• Work request: Print every record exactly, omitting all pictures.

• Task data:
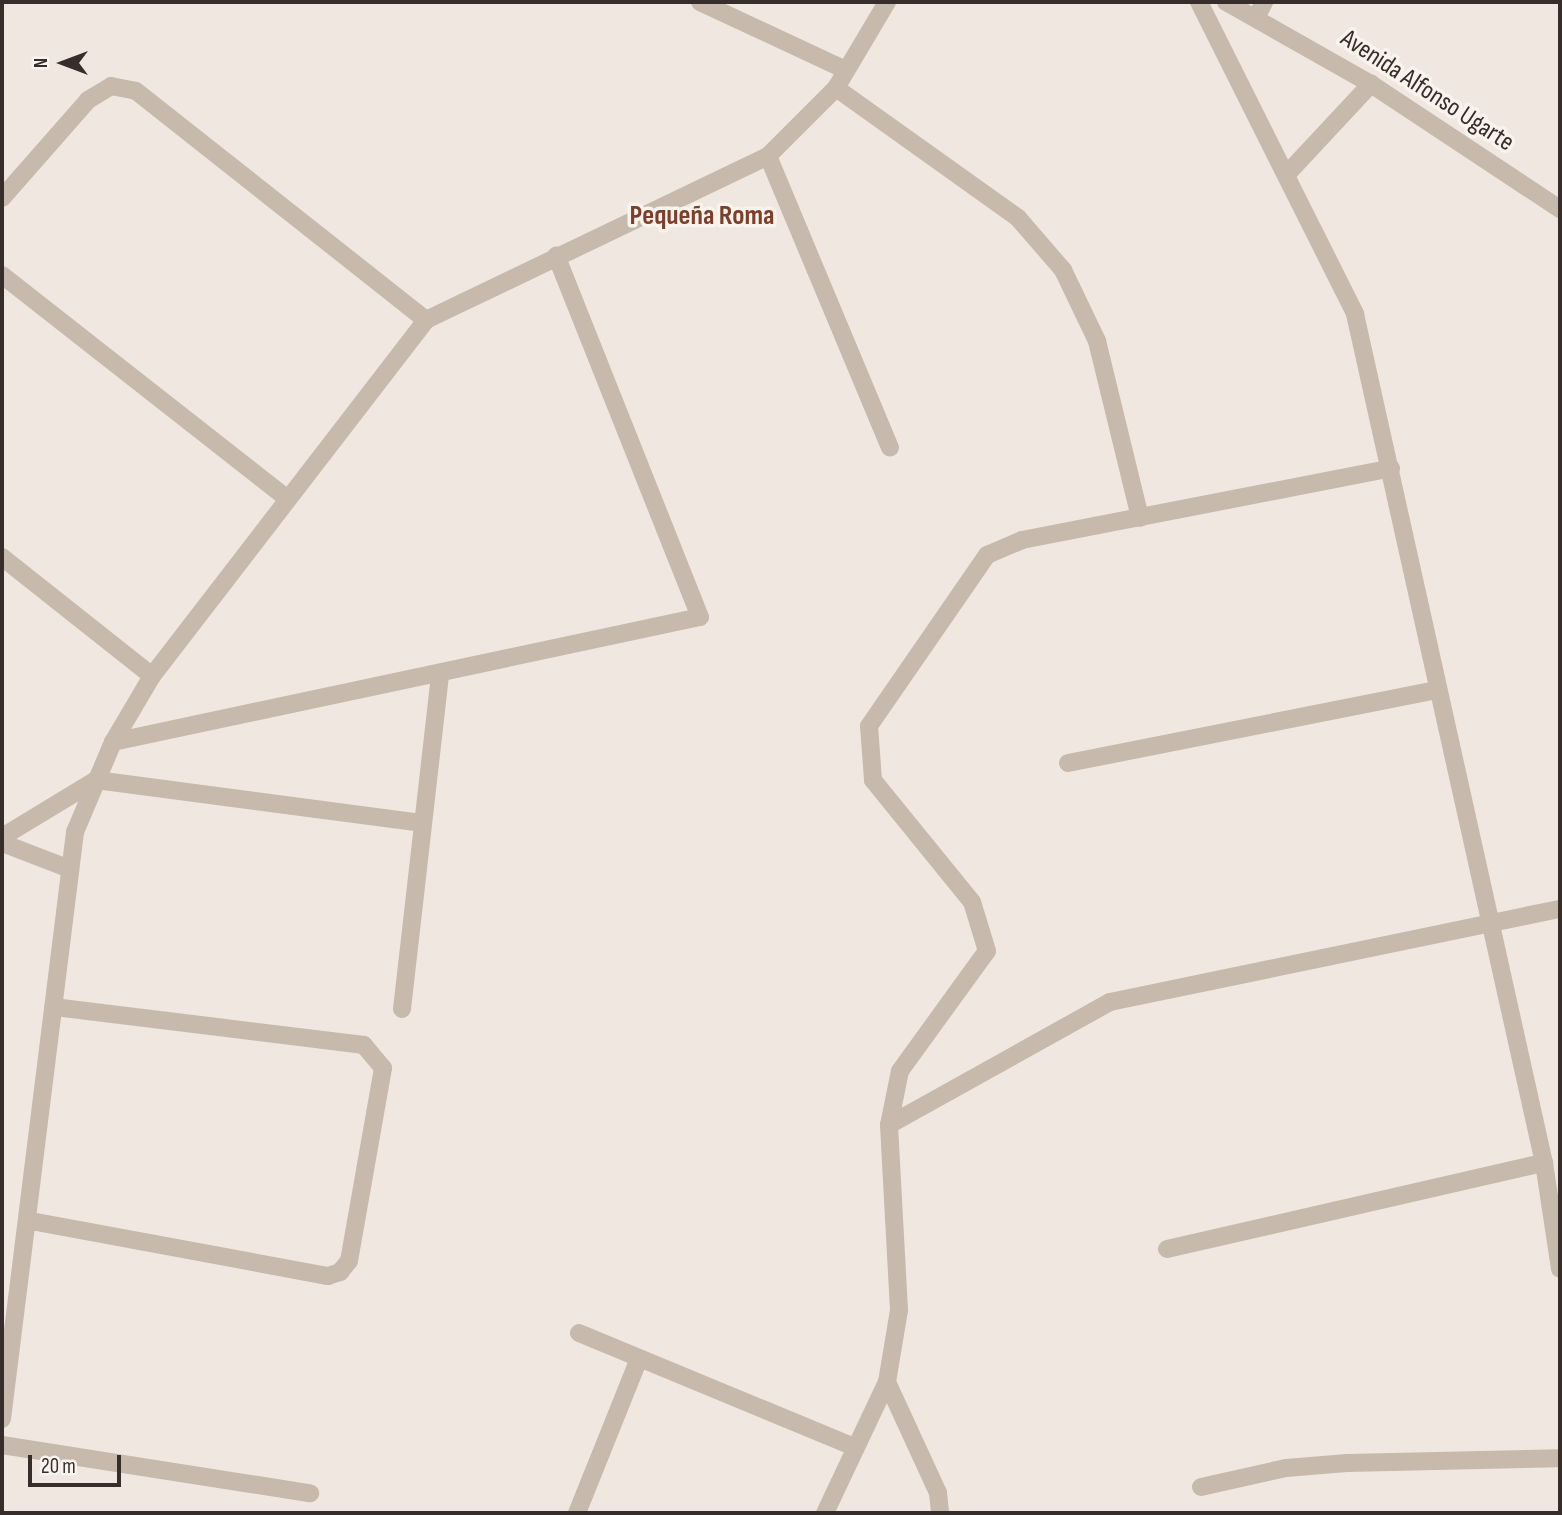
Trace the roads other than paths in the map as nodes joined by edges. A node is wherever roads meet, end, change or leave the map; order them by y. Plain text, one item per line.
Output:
1 (699, 2) edge
2 (887, 2) edge
3 (1199, 2) edge
4 (1226, 2) edge
5 (1261, 9) edge
6 (846, 70) junction
7 (1371, 84) junction
8 (835, 88) junction
9 (768, 156) junction
10 (1286, 175) junction
11 (2, 198) edge
12 (1560, 209) edge
13 (556, 256) junction
14 (2, 275) edge
15 (426, 320) junction
16 (890, 447) dead end
17 (1391, 468) junction
18 (286, 498) junction
19 (1140, 518) junction
20 (2, 557) edge
21 (440, 674) junction
22 (152, 677) junction
23 (1436, 690) junction
24 (113, 742) junction
25 (1068, 763) dead end
26 (96, 780) junction
27 (421, 823) junction
28 (2, 837) edge
29 (2, 844) edge
30 (70, 869) junction
31 (1560, 909) edge
32 (1489, 924) junction
33 (53, 1007) junction
34 (402, 1009) dead end
35 (889, 1125) junction
36 (1544, 1163) junction
37 (31, 1221) junction
38 (1167, 1249) dead end
39 (1560, 1269) edge
40 (579, 1333) dead end
41 (639, 1359) junction
42 (887, 1382) junction
43 (2, 1419) edge
44 (2, 1445) edge
45 (854, 1447) junction
46 (1560, 1458) edge
47 (1201, 1488) dead end
48 (310, 1493) dead end
49 (577, 1513) edge
50 (825, 1513) edge
51 (940, 1513) edge

1 - 6 street
2 - 6 street
3 - 10 street
4 - 5 street, Avenida Alfonso Ugarte
5 - 7 street, Avenida Alfonso Ugarte
6 - 8 street
7 - 10 street
7 - 12 street, Avenida Alfonso Ugarte
8 - 9 street
8 - 19 street
9 - 13 street
9 - 16 street
10 - 17 street
11 - 15 street
13 - 15 street
13 - 21 street
14 - 18 street
15 - 18 street
17 - 19 street
17 - 23 street
18 - 22 street
19 - 35 street
20 - 22 street
21 - 24 street
21 - 27 street
22 - 24 street
23 - 25 street
23 - 32 street
24 - 26 street
26 - 27 street
26 - 28 street
26 - 30 street
27 - 34 street
29 - 30 street
30 - 33 street
31 - 32 street
32 - 35 street
32 - 36 street
33 - 37 street
33 - 37 street
35 - 42 street
36 - 38 street
36 - 39 street
37 - 43 street
40 - 41 street
41 - 45 street
41 - 49 street
42 - 45 street
42 - 51 street
44 - 48 street
45 - 50 street
46 - 47 street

• Exercise output:
Trace the roads other than paths in the map as nodes joined by edges. A node is wherever roads meet, end, change or leave the map; order them by y. Plain text, one item per line.
Output:
1 (699, 2) edge
2 (887, 2) edge
3 (1199, 2) edge
4 (1226, 2) edge
5 (1261, 9) edge
6 (846, 70) junction
7 (1371, 84) junction
8 (835, 88) junction
9 (768, 156) junction
10 (1286, 175) junction
11 (2, 198) edge
12 (1560, 209) edge
13 (556, 256) junction
14 (2, 275) edge
15 (426, 320) junction
16 (890, 447) dead end
17 (1391, 468) junction
18 (286, 498) junction
19 (1140, 518) junction
20 (2, 557) edge
21 (440, 674) junction
22 (152, 677) junction
23 (1436, 690) junction
24 (113, 742) junction
25 (1068, 763) dead end
26 (96, 780) junction
27 (421, 823) junction
28 (2, 837) edge
29 (2, 844) edge
30 (70, 869) junction
31 (1560, 909) edge
32 (1489, 924) junction
33 (53, 1007) junction
34 (402, 1009) dead end
35 (889, 1125) junction
36 (1544, 1163) junction
37 (31, 1221) junction
38 (1167, 1249) dead end
39 (1560, 1269) edge
40 (579, 1333) dead end
41 (639, 1359) junction
42 (887, 1382) junction
43 (2, 1419) edge
44 (2, 1445) edge
45 (854, 1447) junction
46 (1560, 1458) edge
47 (1201, 1488) dead end
48 (310, 1493) dead end
49 (577, 1513) edge
50 (825, 1513) edge
51 (940, 1513) edge

1 - 6 street
2 - 6 street
3 - 10 street
4 - 5 street, Avenida Alfonso Ugarte
5 - 7 street, Avenida Alfonso Ugarte
6 - 8 street
7 - 10 street
7 - 12 street, Avenida Alfonso Ugarte
8 - 9 street
8 - 19 street
9 - 13 street
9 - 16 street
10 - 17 street
11 - 15 street
13 - 15 street
13 - 21 street
14 - 18 street
15 - 18 street
17 - 19 street
17 - 23 street
18 - 22 street
19 - 35 street
20 - 22 street
21 - 24 street
21 - 27 street
22 - 24 street
23 - 25 street
23 - 32 street
24 - 26 street
26 - 27 street
26 - 28 street
26 - 30 street
27 - 34 street
29 - 30 street
30 - 33 street
31 - 32 street
32 - 35 street
32 - 36 street
33 - 37 street
33 - 37 street
35 - 42 street
36 - 38 street
36 - 39 street
37 - 43 street
40 - 41 street
41 - 45 street
41 - 49 street
42 - 45 street
42 - 51 street
44 - 48 street
45 - 50 street
46 - 47 street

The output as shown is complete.